In this large 'real world' NVAF cohort, rates of stroke, TE, death and bleeding differed significantly by patterns of NVAF. However, only previous stroke, age, heart failure and vascular disease (not pattern of NVAF) independently increased risk of adverse outcomes in multivariate analyses. Thus, stroke risk is similar across all patterns of NVAF and antithrombotic therapy should be based on clinical risk factors, not on arrhythmia pattern.

摘要

背景

非瓣膜性心房颤动(NVAF)患者的中风和血栓栓塞(TE)风险在中风风险分层评分中进行分类。
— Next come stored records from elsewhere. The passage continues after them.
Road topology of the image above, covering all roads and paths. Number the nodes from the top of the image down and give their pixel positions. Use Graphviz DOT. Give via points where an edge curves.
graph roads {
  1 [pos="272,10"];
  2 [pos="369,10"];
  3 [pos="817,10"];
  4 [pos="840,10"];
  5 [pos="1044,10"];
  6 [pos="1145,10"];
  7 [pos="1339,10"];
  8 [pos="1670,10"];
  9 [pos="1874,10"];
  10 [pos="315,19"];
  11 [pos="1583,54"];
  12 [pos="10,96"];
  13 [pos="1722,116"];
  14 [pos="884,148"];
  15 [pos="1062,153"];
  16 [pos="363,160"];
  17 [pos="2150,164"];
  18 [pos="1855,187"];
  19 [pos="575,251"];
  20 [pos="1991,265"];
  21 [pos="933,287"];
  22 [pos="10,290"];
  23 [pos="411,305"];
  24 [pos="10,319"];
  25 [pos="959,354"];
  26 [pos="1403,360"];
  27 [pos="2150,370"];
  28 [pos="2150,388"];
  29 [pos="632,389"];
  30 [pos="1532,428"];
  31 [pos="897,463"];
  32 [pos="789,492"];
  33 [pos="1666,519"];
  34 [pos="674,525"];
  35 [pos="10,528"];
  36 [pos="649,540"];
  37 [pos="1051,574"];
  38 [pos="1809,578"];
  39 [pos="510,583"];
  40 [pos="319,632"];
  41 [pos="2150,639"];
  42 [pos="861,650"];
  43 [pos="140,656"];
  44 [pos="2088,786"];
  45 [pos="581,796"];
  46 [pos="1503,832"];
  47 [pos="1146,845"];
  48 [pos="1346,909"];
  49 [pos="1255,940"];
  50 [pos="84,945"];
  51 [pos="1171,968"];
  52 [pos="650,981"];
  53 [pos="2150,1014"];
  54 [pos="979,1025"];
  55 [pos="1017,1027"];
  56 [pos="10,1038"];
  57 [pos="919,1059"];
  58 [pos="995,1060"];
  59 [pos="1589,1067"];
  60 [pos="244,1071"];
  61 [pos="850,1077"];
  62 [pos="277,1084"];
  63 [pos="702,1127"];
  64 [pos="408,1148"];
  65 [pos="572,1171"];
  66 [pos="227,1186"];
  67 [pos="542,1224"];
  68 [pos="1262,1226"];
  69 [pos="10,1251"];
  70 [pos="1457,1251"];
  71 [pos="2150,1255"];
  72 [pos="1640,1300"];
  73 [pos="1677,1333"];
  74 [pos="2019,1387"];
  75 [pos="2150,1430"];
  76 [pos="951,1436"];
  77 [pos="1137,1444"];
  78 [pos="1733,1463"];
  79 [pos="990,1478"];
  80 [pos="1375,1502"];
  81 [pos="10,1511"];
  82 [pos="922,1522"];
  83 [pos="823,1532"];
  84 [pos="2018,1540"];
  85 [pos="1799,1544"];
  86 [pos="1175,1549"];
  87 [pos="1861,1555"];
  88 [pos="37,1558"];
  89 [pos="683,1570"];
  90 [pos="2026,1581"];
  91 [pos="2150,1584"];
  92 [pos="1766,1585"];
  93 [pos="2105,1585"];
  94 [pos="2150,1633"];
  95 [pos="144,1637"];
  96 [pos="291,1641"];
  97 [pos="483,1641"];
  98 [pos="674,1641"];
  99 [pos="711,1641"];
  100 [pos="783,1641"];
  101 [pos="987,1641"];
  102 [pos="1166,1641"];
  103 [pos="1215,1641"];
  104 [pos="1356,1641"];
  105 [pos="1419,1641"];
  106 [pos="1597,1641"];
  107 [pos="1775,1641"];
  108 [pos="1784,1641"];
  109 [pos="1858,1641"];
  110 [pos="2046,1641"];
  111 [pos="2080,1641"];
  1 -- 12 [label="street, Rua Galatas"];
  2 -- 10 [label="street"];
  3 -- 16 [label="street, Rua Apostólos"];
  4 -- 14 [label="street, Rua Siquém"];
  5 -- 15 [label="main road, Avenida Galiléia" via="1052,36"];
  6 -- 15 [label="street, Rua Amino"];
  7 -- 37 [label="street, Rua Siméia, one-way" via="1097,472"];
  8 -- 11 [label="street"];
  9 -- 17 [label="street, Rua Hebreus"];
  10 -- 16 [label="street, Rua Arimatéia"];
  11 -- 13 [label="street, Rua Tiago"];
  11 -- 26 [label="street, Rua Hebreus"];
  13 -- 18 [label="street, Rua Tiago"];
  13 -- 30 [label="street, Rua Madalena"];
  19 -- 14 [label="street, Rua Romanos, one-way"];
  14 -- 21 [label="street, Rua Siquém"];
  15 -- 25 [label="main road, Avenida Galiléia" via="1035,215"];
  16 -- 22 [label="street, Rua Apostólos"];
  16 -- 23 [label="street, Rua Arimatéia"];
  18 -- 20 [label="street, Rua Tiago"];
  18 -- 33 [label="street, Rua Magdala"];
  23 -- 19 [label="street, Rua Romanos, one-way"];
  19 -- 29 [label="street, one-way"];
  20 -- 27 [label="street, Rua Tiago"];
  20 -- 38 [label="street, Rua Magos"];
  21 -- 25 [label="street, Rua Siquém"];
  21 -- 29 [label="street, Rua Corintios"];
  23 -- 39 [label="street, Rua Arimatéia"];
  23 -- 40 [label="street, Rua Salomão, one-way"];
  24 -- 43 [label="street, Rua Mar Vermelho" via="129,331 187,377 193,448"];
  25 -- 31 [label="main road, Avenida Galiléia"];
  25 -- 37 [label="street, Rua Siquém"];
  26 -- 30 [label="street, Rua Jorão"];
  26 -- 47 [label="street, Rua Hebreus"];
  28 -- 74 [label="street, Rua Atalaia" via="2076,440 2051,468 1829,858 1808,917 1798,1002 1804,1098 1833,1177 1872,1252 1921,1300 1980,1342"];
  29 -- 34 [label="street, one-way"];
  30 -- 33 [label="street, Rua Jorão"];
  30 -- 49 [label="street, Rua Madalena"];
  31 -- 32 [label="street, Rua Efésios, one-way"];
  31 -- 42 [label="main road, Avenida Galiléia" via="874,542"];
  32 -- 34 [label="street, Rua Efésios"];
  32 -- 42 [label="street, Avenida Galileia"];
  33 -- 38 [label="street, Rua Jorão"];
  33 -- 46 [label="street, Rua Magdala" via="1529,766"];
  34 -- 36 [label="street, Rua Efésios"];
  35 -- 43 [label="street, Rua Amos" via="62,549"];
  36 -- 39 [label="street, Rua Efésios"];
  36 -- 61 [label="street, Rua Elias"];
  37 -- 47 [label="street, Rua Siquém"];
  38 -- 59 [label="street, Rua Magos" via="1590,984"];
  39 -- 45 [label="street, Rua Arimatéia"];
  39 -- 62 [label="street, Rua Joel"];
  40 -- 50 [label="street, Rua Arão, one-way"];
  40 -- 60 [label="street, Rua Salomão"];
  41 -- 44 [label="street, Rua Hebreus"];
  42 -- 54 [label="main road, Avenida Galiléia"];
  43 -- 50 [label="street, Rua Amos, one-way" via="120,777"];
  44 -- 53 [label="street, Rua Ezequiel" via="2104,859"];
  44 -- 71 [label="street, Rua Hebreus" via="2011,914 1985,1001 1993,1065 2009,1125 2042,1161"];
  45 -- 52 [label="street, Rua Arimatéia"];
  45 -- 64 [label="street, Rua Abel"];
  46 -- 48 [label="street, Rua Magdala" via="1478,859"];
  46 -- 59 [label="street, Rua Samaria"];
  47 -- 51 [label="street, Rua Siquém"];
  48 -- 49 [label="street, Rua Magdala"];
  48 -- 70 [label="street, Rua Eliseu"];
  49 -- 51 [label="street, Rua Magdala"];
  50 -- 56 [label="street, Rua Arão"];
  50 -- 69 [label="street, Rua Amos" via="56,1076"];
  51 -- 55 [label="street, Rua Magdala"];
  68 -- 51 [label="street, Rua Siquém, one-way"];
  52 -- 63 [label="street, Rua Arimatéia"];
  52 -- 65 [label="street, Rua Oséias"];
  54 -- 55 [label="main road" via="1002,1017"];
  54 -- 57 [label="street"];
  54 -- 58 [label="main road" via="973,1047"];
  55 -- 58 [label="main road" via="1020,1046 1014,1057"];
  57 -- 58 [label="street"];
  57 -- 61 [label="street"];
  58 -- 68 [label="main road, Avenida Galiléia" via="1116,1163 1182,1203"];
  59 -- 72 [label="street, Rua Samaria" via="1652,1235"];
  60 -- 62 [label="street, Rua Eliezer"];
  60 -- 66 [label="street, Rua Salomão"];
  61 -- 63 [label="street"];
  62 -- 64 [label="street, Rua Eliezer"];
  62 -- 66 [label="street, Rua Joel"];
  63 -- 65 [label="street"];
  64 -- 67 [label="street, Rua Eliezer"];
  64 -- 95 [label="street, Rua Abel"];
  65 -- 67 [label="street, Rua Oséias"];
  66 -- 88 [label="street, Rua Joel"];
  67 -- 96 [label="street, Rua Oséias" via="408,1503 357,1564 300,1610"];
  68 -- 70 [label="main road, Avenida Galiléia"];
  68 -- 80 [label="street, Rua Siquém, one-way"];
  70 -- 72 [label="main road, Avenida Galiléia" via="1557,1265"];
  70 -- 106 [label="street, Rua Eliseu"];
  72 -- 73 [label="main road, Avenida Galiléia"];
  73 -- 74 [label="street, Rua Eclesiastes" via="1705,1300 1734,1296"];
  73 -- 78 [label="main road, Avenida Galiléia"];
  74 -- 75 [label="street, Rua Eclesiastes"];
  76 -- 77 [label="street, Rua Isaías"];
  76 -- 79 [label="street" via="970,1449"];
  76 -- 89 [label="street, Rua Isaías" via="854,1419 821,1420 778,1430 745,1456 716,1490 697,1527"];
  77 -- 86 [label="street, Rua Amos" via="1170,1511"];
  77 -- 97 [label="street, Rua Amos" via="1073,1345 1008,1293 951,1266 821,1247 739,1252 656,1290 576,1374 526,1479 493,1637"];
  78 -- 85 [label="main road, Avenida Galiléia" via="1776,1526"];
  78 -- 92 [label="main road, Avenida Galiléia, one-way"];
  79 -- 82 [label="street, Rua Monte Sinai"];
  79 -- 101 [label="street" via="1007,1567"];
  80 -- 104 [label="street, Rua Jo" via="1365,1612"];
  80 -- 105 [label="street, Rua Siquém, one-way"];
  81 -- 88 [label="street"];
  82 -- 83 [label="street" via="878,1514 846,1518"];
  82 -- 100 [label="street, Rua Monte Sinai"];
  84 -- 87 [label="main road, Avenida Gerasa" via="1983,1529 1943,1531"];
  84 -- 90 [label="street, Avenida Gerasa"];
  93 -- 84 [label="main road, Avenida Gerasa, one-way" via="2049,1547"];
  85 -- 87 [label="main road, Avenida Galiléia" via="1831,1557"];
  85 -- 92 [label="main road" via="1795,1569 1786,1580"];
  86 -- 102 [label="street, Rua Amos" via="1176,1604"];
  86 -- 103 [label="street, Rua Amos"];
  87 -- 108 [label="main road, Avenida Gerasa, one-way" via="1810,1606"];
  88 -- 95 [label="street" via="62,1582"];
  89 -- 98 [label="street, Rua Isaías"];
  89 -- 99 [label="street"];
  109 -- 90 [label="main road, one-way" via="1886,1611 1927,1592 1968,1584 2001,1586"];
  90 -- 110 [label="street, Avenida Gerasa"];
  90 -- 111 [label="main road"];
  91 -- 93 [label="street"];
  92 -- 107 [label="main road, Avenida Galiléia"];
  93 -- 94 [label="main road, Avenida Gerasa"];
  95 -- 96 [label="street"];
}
在当代“真实世界”队列中,NVAF 模式在风险预测中的作用尚不清楚。

方法和结果

本研究纳入了 2000 年至 2010 年期间在四家医院机构的 NVAF 患者。根据 AF 模式(即阵发性、持续性和永久性)计算中风/TE 事件发生率。通过 Cox 回归研究危险因素。在 7156 例 NVAF 患者中,4176 例(58.4%)为阵发性、376 例(5.3%)为持续性和 2604 例(36.3%)为永久性 NVAF 患者。在未抗凝的患者中,每 100 人年中风/TE 事件发生率为 1.29(95%CI 1.13-1.47)。与阵发性 NVAF 相比,永久性 NVAF 患者的中风/TE、出血和全因死亡率(p<0.001)显著更高,但持续性 NVAF 患者则不然。多变量分析显示,既往中风(风险比,HR 2.58,95%CI 2.08-3.21)、血管疾病(HR 1.34,1.12-1.61)、心力衰竭(HR 1.20,1.00-1.44)、年龄≥75 岁(HR 2.75,2.16-3.50)和年龄 65-74 岁(HR 1.60,1.22-2.09)均独立增加中风/TE 风险,但持续性(HR 1.13,0.76-1.70)和永久性(HR 1.44,0.96-2.16)NVAF 模式则不然。

结论

在这项大型“真实世界”NVAF 队列研究中,NVAF 模式的中风、TE、死亡和出血率差异显著。然而,多变量分析仅显示既往中风、年龄、心力衰竭和血管疾病(而非 NVAF 模式)独立增加不良结局风险。因此,中风风险在所有 NVAF 模式中相似,抗血栓治疗应基于临床危险因素,而不是心律失常模式。